A teacher or discussion leader might next ask, “Is there more information on the idea of defunding the police? What do the protesters mean?”
A quick Google search could find the Black Lives Matter demand to defund the police. Their site explains that their proposal is to reduce and redirect fundingfrom police military equipment, training and practices that disproportionately target and incarcerate people of color.
So the demand is not to eliminate policing but to reinvest someof the billions in policing and incarceration to education, healthcare, housing, and employment opportunities. See a Black Lives Matter explanation at https://blacklivesmatter.com/what-defunding-the-police-really-means/.
But information alone is not satisfying when people have emotion—positive and negative—associated with the police, particularly along racial lines. At some point in the discussion, someone will want to share a personal story that carries far more weight than a rational argument. Tamping it down or sidestepping the issue communicates disbelief or unwillingness to listen to all the evidence, even a lack of compassion or racism itself. Jennifer Seibol Trainor’s study of White high school students demonstrates the strong connection between beliefs and emotion, that “the persuasive appeal of racist discourses is affective and emotioned, rather than logical or rational…rooted in local experiences and feelings that are given force in school” (2008, p. 3). People have stories that are as powerful to them as any data or expert authority.
So to avoid hardening someone’s beliefs in some incomplete or uninformed stance, the teacher or discussion leader needs to allow the emotion onto the floor, as scary and out of control as that might feel. When a story lacks important information, particularly when it includes bias and stereotypes, it is crucial to encourage other stories. Ask, “Does anyone have a different experience?” In a homogenous (predominantly White?) group that has insufficiently diverse experience, the leader may need to say, “There are other kinds of experience with this issue” and ask for a volunteer to research it. Another approach is to promise to bring in a speaker to share another viewpoint.
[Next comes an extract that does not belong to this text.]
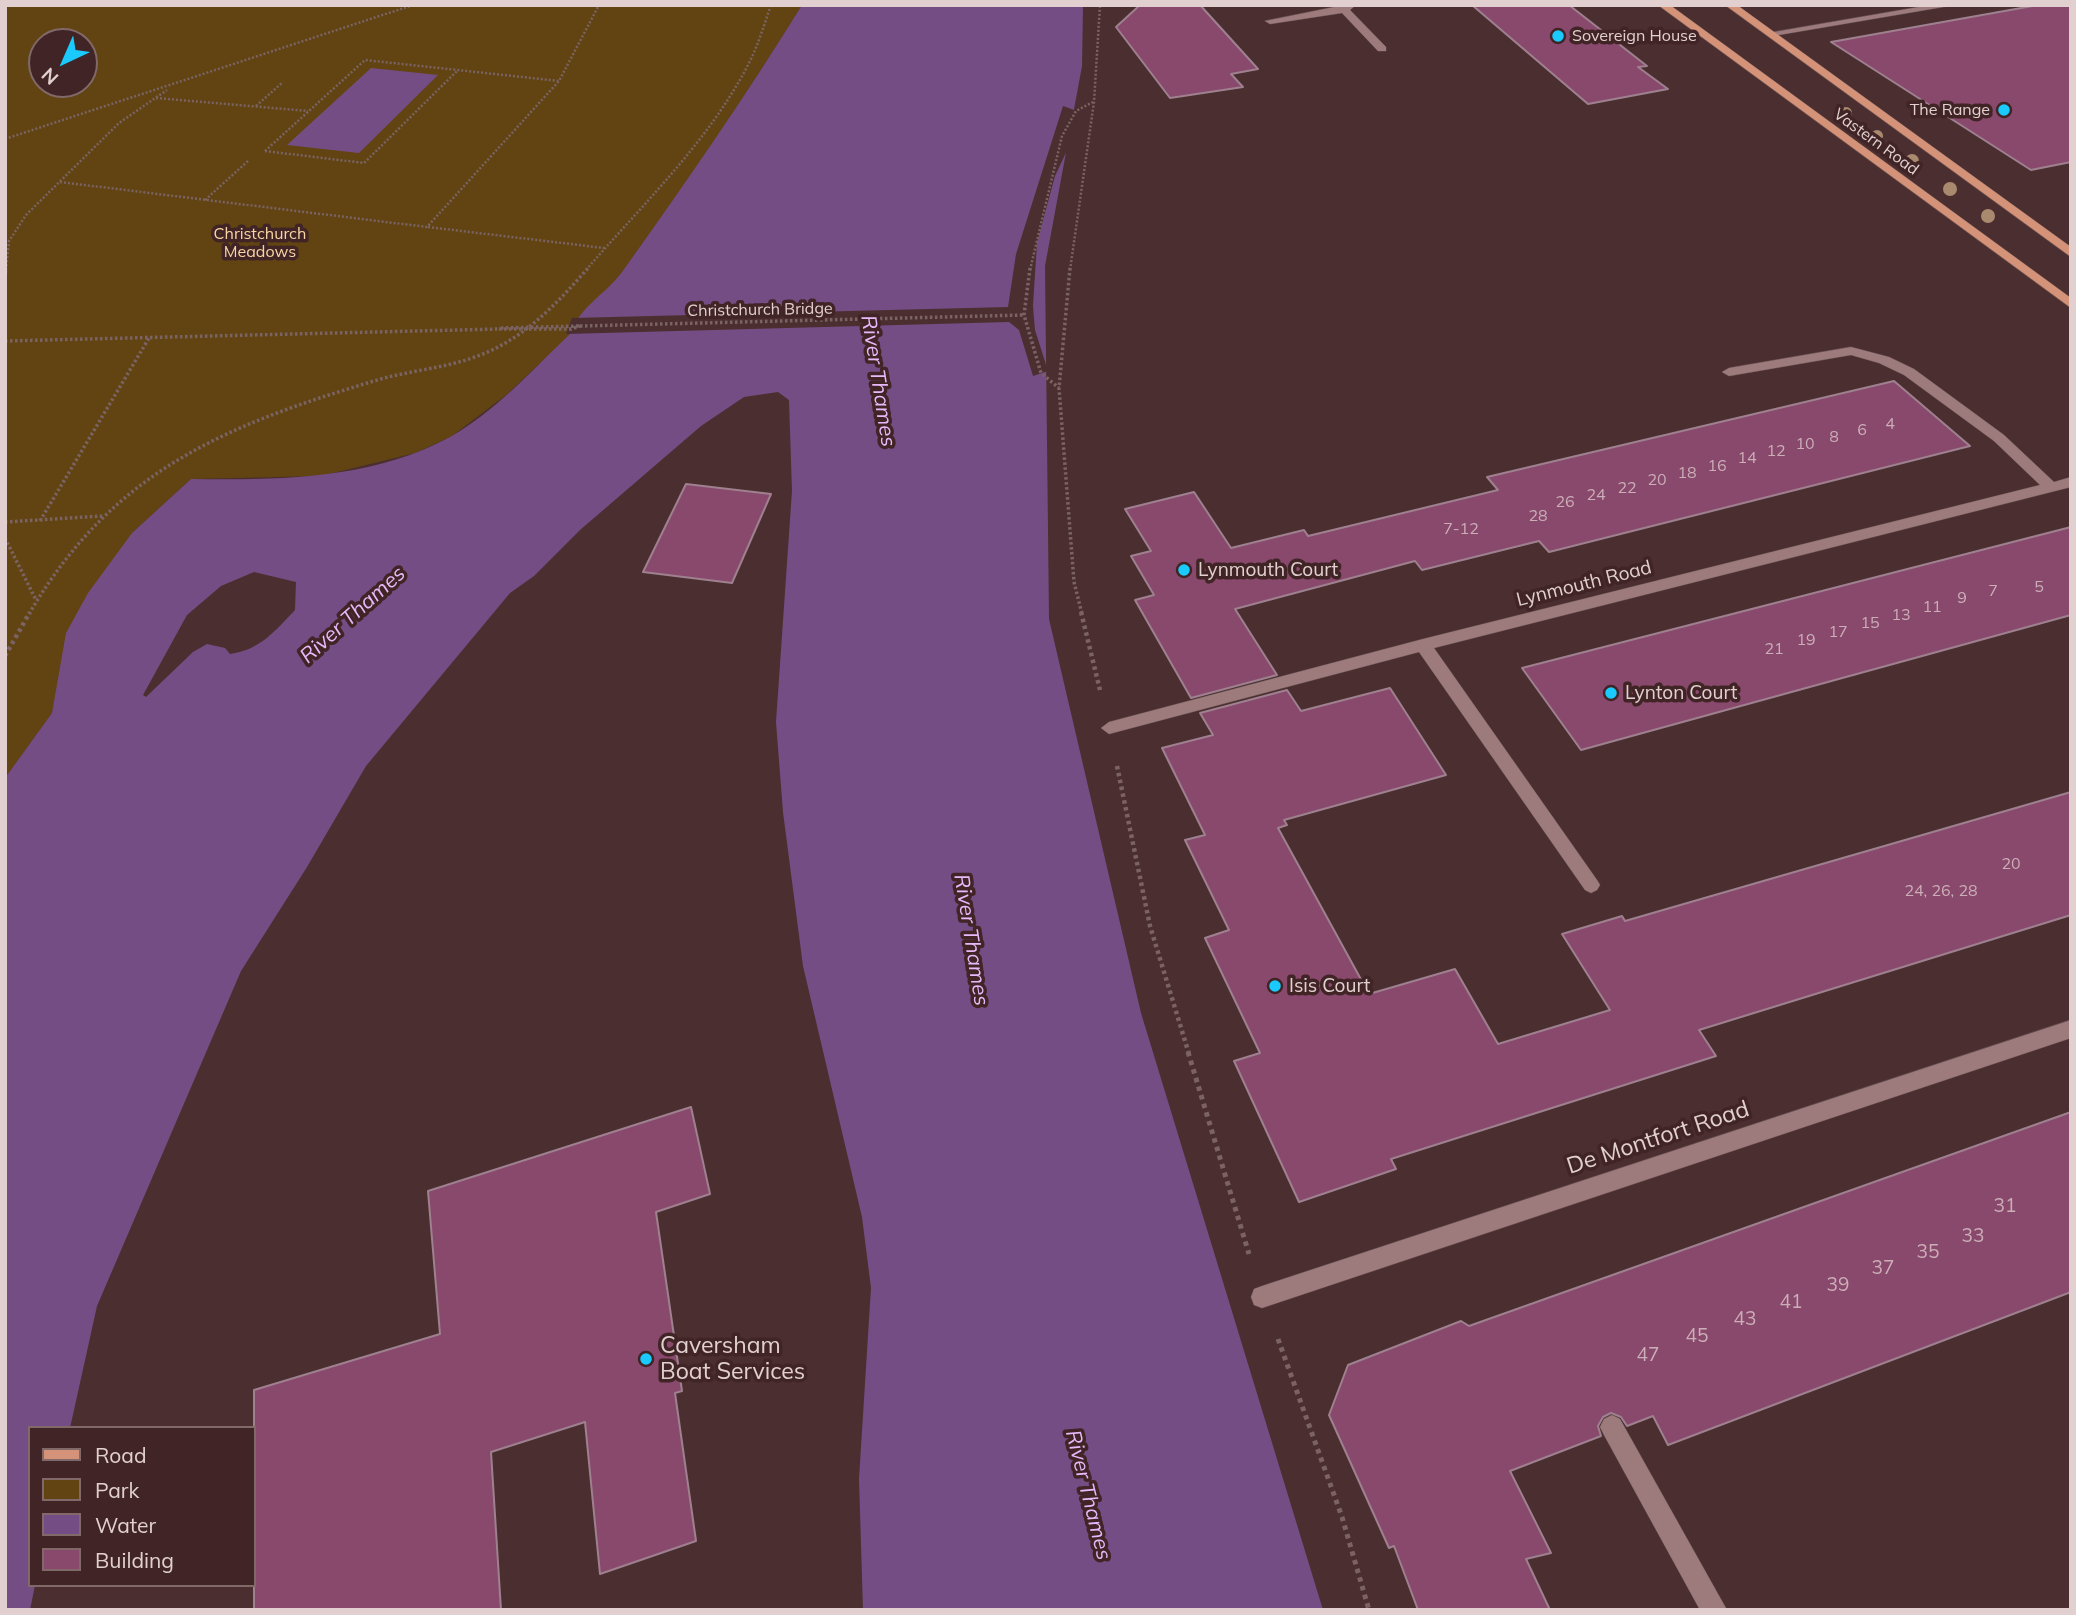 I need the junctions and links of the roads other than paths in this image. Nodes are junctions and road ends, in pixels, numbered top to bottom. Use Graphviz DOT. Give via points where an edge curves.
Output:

An idea (and related emotion) that might also come up in a discussion about Black Lives Matter and defunding the police is the stereotype that Black people, particularly Black men, are more dangerous and likely to be criminal. That too needs some additional information from the course content or outside research and probably some airing of emotions. I will take up that topic in another post at another time.
Regardless of the direction the discussion takes, the point is to be willing to challenge misinformation but to do it with compassion and respect for people’s emotioned experience and beliefs. That will keep the lines of communication open for more ventures into an antiracist understanding of the world.
For more information on using critical challenge questions as segue into race talk, see my book, Teaching and Race: How to Survive, Manage, and Even Encourage Race Talk (Lietz, 2020).
References
Lietz, I. M. (2020). Teaching and Race: How to Survive, Manage, and Even Encourage Race Talk. New York: Peter Lang.
Trainor, J. S. (2008). Rethinking Racism: Emotion, Persuasion, and Literacy Education in an All-White High School. Carbondale: Southern Illinois University Press.